Orvieto's central location allows for easy access to most points of interest in Italy; by train it is an hour from Rome, an hour and a half to Florence.
Orvieto itself has a lot to offer: a relaxed and friendly atmosphere, delicious food and fascinating art and architecture reflecting its many layers of history.
Founded by Etruscans on the top of a volcanic mesa, Orvieto displays a rich and varied history. Romans, Goths and Lombards have all left their marks. Being high on the mesa the town affords great views. Indeed today many like to walk or jog along the rampart that rings the city. These ramparts have been assaulted by Romans, Goths, Byzantines, Lombards, Holy Roman Emperors, but still stand.
Beneath the city is a wide network of tunnels dating from the Etruscan period. Many of these were used from the middle ages until the early 20th century as stables, columbaria (places to raise pigeons, a local delicacy), workshops and wine cellars. During the WWII Nazi retreat, Orvietani used these caves as shelters. The Allies, upon entering the city, were surprised to see no residents until the population, learning it was safe, rushed out in celebration.
During the medieval period, Orvieto was an important center of culture and religion, where Thomas Aquinas taught and began writing his Summa and five refugee Popes established residence.
Its Duomo (main cathedral), one of the most beautiful in all of Italy, contains a spectacular facade, Signorelli's frescos as well as the corporal of the Corpus Christi miracle. The Duomo also hosts free concerts throughout the year.
Renaissance palazzos grace the city, which today are full of shops, cafes and museums.
Orvieto offers more than just delights for the eyes and ears. Ask anyone who has been there about Pasqualetti's gelato or local specialties like truffles, cinghiale (wild boar) and the world famous Orvieto Classico wine.

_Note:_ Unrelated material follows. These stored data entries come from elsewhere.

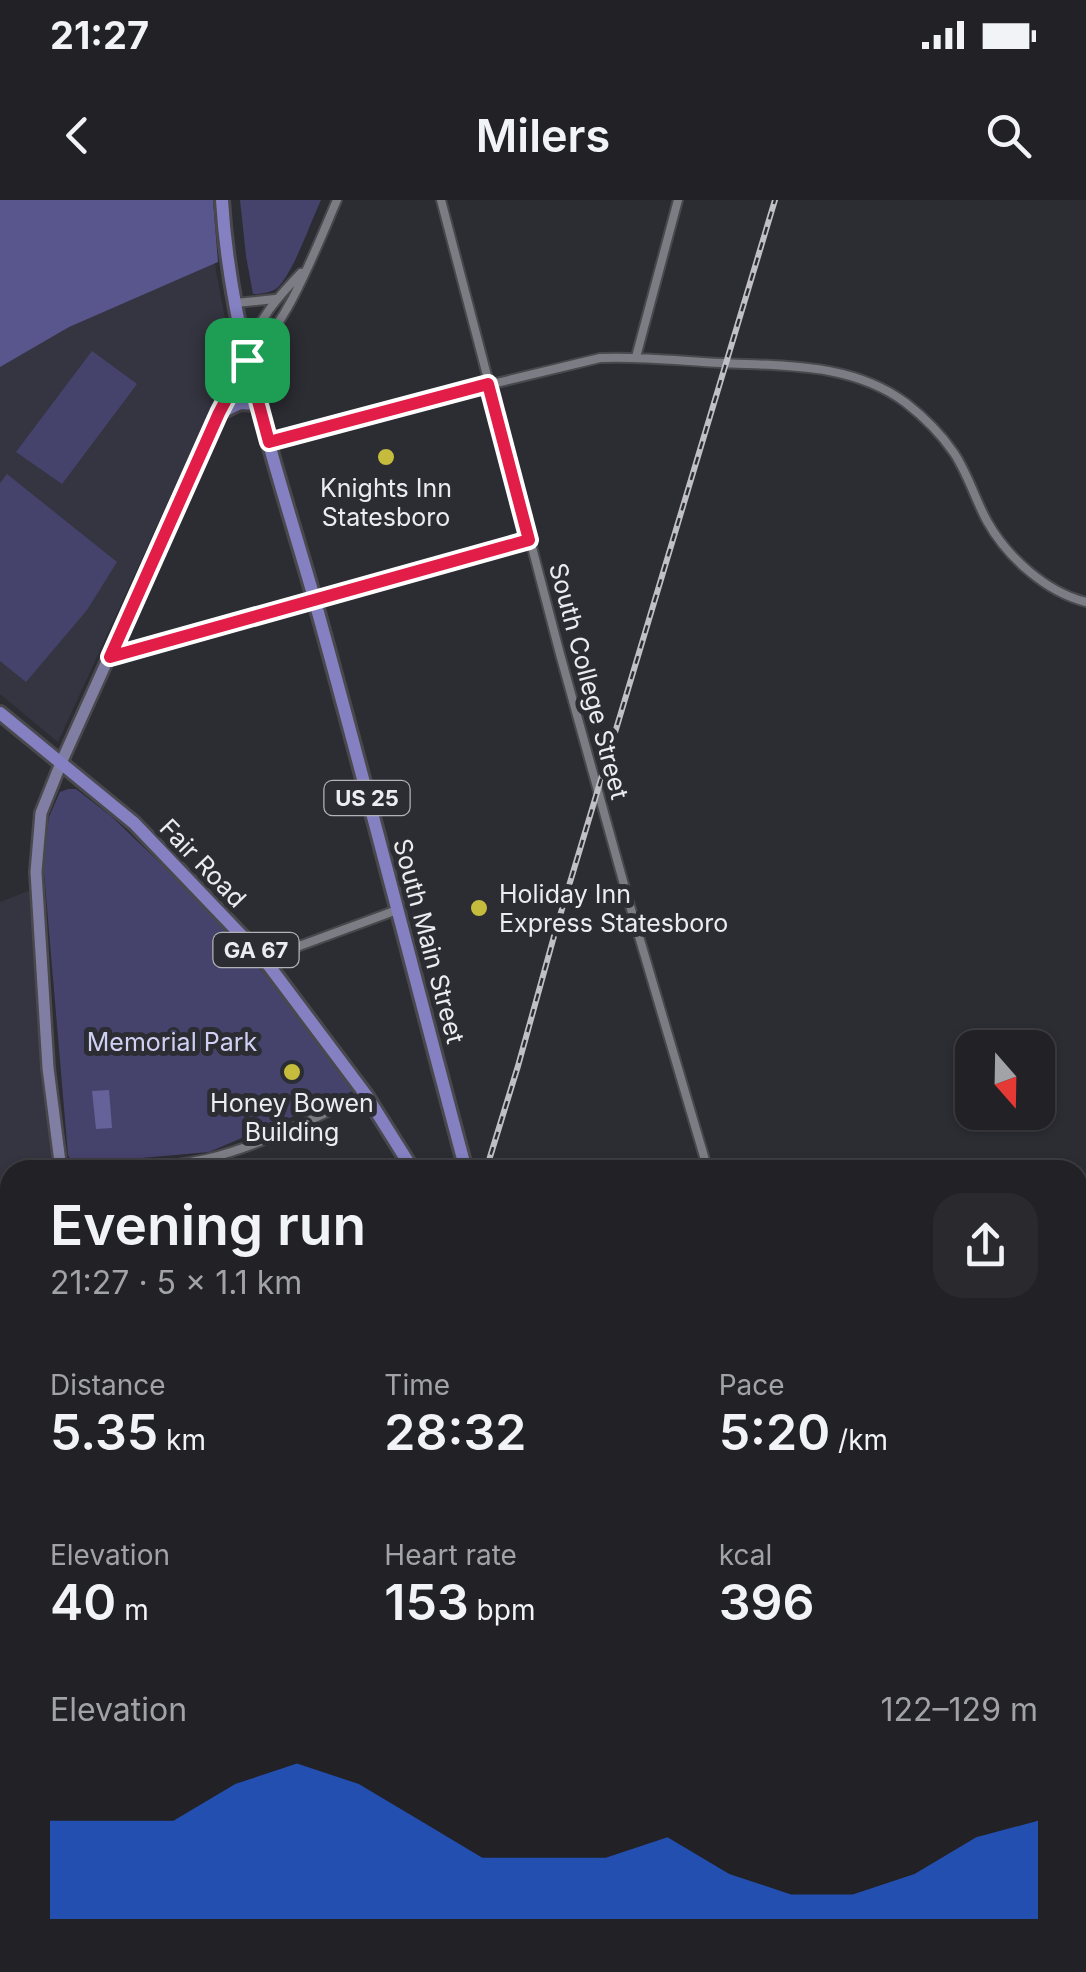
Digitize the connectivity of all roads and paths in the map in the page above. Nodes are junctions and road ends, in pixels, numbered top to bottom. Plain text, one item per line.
1 (222, 200) edge
2 (337, 200) edge
3 (441, 200) edge
4 (678, 200) edge
5 (308, 266) junction
6 (275, 300) junction
7 (236, 304) junction
8 (287, 308) junction
9 (636, 357) junction
10 (247, 360) junction
11 (488, 384) junction
12 (258, 404) junction
13 (219, 413) junction
14 (269, 442) junction
15 (529, 540) junction
16 (314, 599) junction
17 (1086, 602) edge
18 (110, 657) junction
19 (0, 713) edge
20 (61, 763) junction
21 (396, 910) junction
22 (264, 958) junction
23 (366, 1095) junction
24 (60, 1160) edge
25 (199, 1160) edge
26 (406, 1160) edge
27 (463, 1160) edge
28 (705, 1160) edge

1 - 7 main road, South Main Street / US 25
2 - 5 street
3 - 11 street, South College Street
4 - 9 street
5 - 6 street
5 - 8 street
6 - 7 street
6 - 8 street
6 - 10 street
7 - 10 main road, South Main Street / US 25
8 - 10 street
9 - 11 street
9 - 17 street
10 - 12 main road, South Main Street / US 25
10 - 13 street
11 - 14 street
11 - 15 street, South College Street
12 - 13 main road
12 - 14 main road, South Main Street / US 25
13 - 18 street
14 - 16 main road, South Main Street / US 25
15 - 16 street
15 - 28 street, South College Street
16 - 18 street
16 - 21 main road, South Main Street / US 25
18 - 20 street
19 - 20 main road, Fair Road / GA 67
20 - 22 main road, Fair Road / GA 67
20 - 24 street
21 - 22 street
21 - 27 main road, South Main Street / US 25
22 - 23 main road, Fair Road / GA 67
23 - 25 street
23 - 26 main road, Fair Road / GA 67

The Duomo of Orvieto is one of the most beautiful cathedrals in Italy. Its golden mosaic facade is particulary striking in the late afternoon sun. Inside its main chapels house the Corporal of the miracle of Bolsena and Signorelli's fresco cycle masterpiece.
Archaeological Museum located in the medieval Palazzo Papale, the museum holds finds from the Orvieto area. Some of the many highlights include red-figure Etruscan vases, a full suit of bronze age armor, and the Golini tomb frescoes.
Museo Claudio Faina houses one of Italy's foremost collection of Etruscan artefacts, including sarcophagi, bronzes, buccheri, terracottas, as well as important Attic red and black figure vases (with 3 by Exekias) in a palace setting.
Etruscan Necropolis at Crocifisso del Tufo, located on the north side of Orvieto's cliff, dates back to the sixth century BC and is named after a sixteenth century cross dug out of tufa rock. The tombs, lined up along straight roads following an orthogonal layout, look like actual residential areas. Many tombs display Etruscan inscriptions. This site has been part of our archaeological field school excavations for the past three years.
Saint Patrick's Well built at the behest of Clement VII, this double helix ramped cylindrical well is 174.4 ft deep with a base diameter 43 ft, 248 steps and 70 windows to provide illumination.
Orvieto Underground tours a world beneath the city, created by its ancient inhabitants through 2500 years of uninterrupted digging.